──────── Data supplied

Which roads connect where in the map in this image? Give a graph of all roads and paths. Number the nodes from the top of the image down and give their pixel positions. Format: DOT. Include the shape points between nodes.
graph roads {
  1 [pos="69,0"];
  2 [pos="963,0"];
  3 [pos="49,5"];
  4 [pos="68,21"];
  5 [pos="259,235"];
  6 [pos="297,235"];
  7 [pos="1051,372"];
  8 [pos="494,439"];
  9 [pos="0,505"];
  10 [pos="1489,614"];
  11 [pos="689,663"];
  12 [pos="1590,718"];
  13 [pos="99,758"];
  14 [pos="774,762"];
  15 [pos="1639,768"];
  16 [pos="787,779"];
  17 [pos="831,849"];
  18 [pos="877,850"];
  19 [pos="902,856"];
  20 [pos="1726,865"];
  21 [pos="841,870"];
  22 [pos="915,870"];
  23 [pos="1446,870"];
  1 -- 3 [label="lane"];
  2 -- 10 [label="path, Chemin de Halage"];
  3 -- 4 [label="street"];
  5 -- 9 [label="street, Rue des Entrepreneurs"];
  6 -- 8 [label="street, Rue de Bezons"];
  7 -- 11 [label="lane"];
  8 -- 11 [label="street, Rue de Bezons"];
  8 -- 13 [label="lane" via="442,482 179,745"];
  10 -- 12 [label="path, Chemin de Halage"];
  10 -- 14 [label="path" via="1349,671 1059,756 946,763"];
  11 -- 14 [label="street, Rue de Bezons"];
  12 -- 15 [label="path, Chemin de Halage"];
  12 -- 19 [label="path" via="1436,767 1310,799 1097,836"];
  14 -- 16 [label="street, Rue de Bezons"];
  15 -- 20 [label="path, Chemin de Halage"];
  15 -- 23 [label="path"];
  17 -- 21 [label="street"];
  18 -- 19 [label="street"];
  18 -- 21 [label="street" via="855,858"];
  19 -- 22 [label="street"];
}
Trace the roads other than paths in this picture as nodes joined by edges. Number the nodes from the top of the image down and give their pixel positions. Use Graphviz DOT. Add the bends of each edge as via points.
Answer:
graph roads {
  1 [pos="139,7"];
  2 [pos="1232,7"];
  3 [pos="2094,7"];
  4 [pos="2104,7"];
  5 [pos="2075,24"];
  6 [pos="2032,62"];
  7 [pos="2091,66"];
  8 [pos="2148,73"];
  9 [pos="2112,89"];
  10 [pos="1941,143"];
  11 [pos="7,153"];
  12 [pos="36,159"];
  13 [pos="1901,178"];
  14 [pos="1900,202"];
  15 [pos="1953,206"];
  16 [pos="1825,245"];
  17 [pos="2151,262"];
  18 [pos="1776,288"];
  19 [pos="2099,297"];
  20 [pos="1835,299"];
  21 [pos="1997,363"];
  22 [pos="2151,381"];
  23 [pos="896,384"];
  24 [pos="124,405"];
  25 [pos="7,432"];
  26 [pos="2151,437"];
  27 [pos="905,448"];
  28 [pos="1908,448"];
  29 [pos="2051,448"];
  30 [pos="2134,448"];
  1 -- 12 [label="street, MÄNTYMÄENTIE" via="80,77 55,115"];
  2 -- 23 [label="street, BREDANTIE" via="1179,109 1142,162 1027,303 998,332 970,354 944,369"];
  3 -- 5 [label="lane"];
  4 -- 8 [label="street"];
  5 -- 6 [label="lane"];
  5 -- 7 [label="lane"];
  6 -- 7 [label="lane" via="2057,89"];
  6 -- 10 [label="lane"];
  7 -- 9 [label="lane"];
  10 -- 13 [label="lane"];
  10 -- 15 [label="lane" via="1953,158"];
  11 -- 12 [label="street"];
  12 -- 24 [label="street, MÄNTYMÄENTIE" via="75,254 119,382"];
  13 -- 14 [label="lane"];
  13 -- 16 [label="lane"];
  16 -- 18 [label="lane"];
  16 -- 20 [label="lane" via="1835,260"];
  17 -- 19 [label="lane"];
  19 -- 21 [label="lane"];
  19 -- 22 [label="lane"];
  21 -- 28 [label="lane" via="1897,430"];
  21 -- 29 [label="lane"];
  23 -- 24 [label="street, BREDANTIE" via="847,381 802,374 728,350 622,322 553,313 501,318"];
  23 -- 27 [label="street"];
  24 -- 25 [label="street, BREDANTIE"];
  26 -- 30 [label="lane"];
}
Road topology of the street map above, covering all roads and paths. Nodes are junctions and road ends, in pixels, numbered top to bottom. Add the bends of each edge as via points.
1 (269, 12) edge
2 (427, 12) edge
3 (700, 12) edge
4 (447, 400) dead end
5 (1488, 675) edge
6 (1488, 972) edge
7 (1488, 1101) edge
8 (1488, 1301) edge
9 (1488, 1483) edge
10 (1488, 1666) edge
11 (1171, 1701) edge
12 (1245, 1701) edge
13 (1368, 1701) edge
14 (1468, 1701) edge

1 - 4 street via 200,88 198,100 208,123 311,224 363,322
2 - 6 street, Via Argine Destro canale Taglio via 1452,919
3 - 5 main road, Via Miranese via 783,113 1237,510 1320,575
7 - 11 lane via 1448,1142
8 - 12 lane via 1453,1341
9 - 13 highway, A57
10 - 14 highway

────────────────

Task brief:
Take the material above and transcribe all of it exactly.

Answer for this exercise:
Which roads connect where in the map in this image? Give a graph of all roads and paths. Number the nodes from the top of the image down and give their pixel positions. Format: DOT. Include the shape points between nodes.
graph roads {
  1 [pos="69,0"];
  2 [pos="963,0"];
  3 [pos="49,5"];
  4 [pos="68,21"];
  5 [pos="259,235"];
  6 [pos="297,235"];
  7 [pos="1051,372"];
  8 [pos="494,439"];
  9 [pos="0,505"];
  10 [pos="1489,614"];
  11 [pos="689,663"];
  12 [pos="1590,718"];
  13 [pos="99,758"];
  14 [pos="774,762"];
  15 [pos="1639,768"];
  16 [pos="787,779"];
  17 [pos="831,849"];
  18 [pos="877,850"];
  19 [pos="902,856"];
  20 [pos="1726,865"];
  21 [pos="841,870"];
  22 [pos="915,870"];
  23 [pos="1446,870"];
  1 -- 3 [label="lane"];
  2 -- 10 [label="path, Chemin de Halage"];
  3 -- 4 [label="street"];
  5 -- 9 [label="street, Rue des Entrepreneurs"];
  6 -- 8 [label="street, Rue de Bezons"];
  7 -- 11 [label="lane"];
  8 -- 11 [label="street, Rue de Bezons"];
  8 -- 13 [label="lane" via="442,482 179,745"];
  10 -- 12 [label="path, Chemin de Halage"];
  10 -- 14 [label="path" via="1349,671 1059,756 946,763"];
  11 -- 14 [label="street, Rue de Bezons"];
  12 -- 15 [label="path, Chemin de Halage"];
  12 -- 19 [label="path" via="1436,767 1310,799 1097,836"];
  14 -- 16 [label="street, Rue de Bezons"];
  15 -- 20 [label="path, Chemin de Halage"];
  15 -- 23 [label="path"];
  17 -- 21 [label="street"];
  18 -- 19 [label="street"];
  18 -- 21 [label="street" via="855,858"];
  19 -- 22 [label="street"];
}
Trace the roads other than paths in this picture as nodes joined by edges. Number the nodes from the top of the image down and give their pixel positions. Use Graphviz DOT. Add the bends of each edge as via points.
Answer:
graph roads {
  1 [pos="139,7"];
  2 [pos="1232,7"];
  3 [pos="2094,7"];
  4 [pos="2104,7"];
  5 [pos="2075,24"];
  6 [pos="2032,62"];
  7 [pos="2091,66"];
  8 [pos="2148,73"];
  9 [pos="2112,89"];
  10 [pos="1941,143"];
  11 [pos="7,153"];
  12 [pos="36,159"];
  13 [pos="1901,178"];
  14 [pos="1900,202"];
  15 [pos="1953,206"];
  16 [pos="1825,245"];
  17 [pos="2151,262"];
  18 [pos="1776,288"];
  19 [pos="2099,297"];
  20 [pos="1835,299"];
  21 [pos="1997,363"];
  22 [pos="2151,381"];
  23 [pos="896,384"];
  24 [pos="124,405"];
  25 [pos="7,432"];
  26 [pos="2151,437"];
  27 [pos="905,448"];
  28 [pos="1908,448"];
  29 [pos="2051,448"];
  30 [pos="2134,448"];
  1 -- 12 [label="street, MÄNTYMÄENTIE" via="80,77 55,115"];
  2 -- 23 [label="street, BREDANTIE" via="1179,109 1142,162 1027,303 998,332 970,354 944,369"];
  3 -- 5 [label="lane"];
  4 -- 8 [label="street"];
  5 -- 6 [label="lane"];
  5 -- 7 [label="lane"];
  6 -- 7 [label="lane" via="2057,89"];
  6 -- 10 [label="lane"];
  7 -- 9 [label="lane"];
  10 -- 13 [label="lane"];
  10 -- 15 [label="lane" via="1953,158"];
  11 -- 12 [label="street"];
  12 -- 24 [label="street, MÄNTYMÄENTIE" via="75,254 119,382"];
  13 -- 14 [label="lane"];
  13 -- 16 [label="lane"];
  16 -- 18 [label="lane"];
  16 -- 20 [label="lane" via="1835,260"];
  17 -- 19 [label="lane"];
  19 -- 21 [label="lane"];
  19 -- 22 [label="lane"];
  21 -- 28 [label="lane" via="1897,430"];
  21 -- 29 [label="lane"];
  23 -- 24 [label="street, BREDANTIE" via="847,381 802,374 728,350 622,322 553,313 501,318"];
  23 -- 27 [label="street"];
  24 -- 25 [label="street, BREDANTIE"];
  26 -- 30 [label="lane"];
}
Road topology of the street map above, covering all roads and paths. Nodes are junctions and road ends, in pixels, numbered top to bottom. Add the bends of each edge as via points.
1 (269, 12) edge
2 (427, 12) edge
3 (700, 12) edge
4 (447, 400) dead end
5 (1488, 675) edge
6 (1488, 972) edge
7 (1488, 1101) edge
8 (1488, 1301) edge
9 (1488, 1483) edge
10 (1488, 1666) edge
11 (1171, 1701) edge
12 (1245, 1701) edge
13 (1368, 1701) edge
14 (1468, 1701) edge

1 - 4 street via 200,88 198,100 208,123 311,224 363,322
2 - 6 street, Via Argine Destro canale Taglio via 1452,919
3 - 5 main road, Via Miranese via 783,113 1237,510 1320,575
7 - 11 lane via 1448,1142
8 - 12 lane via 1453,1341
9 - 13 highway, A57
10 - 14 highway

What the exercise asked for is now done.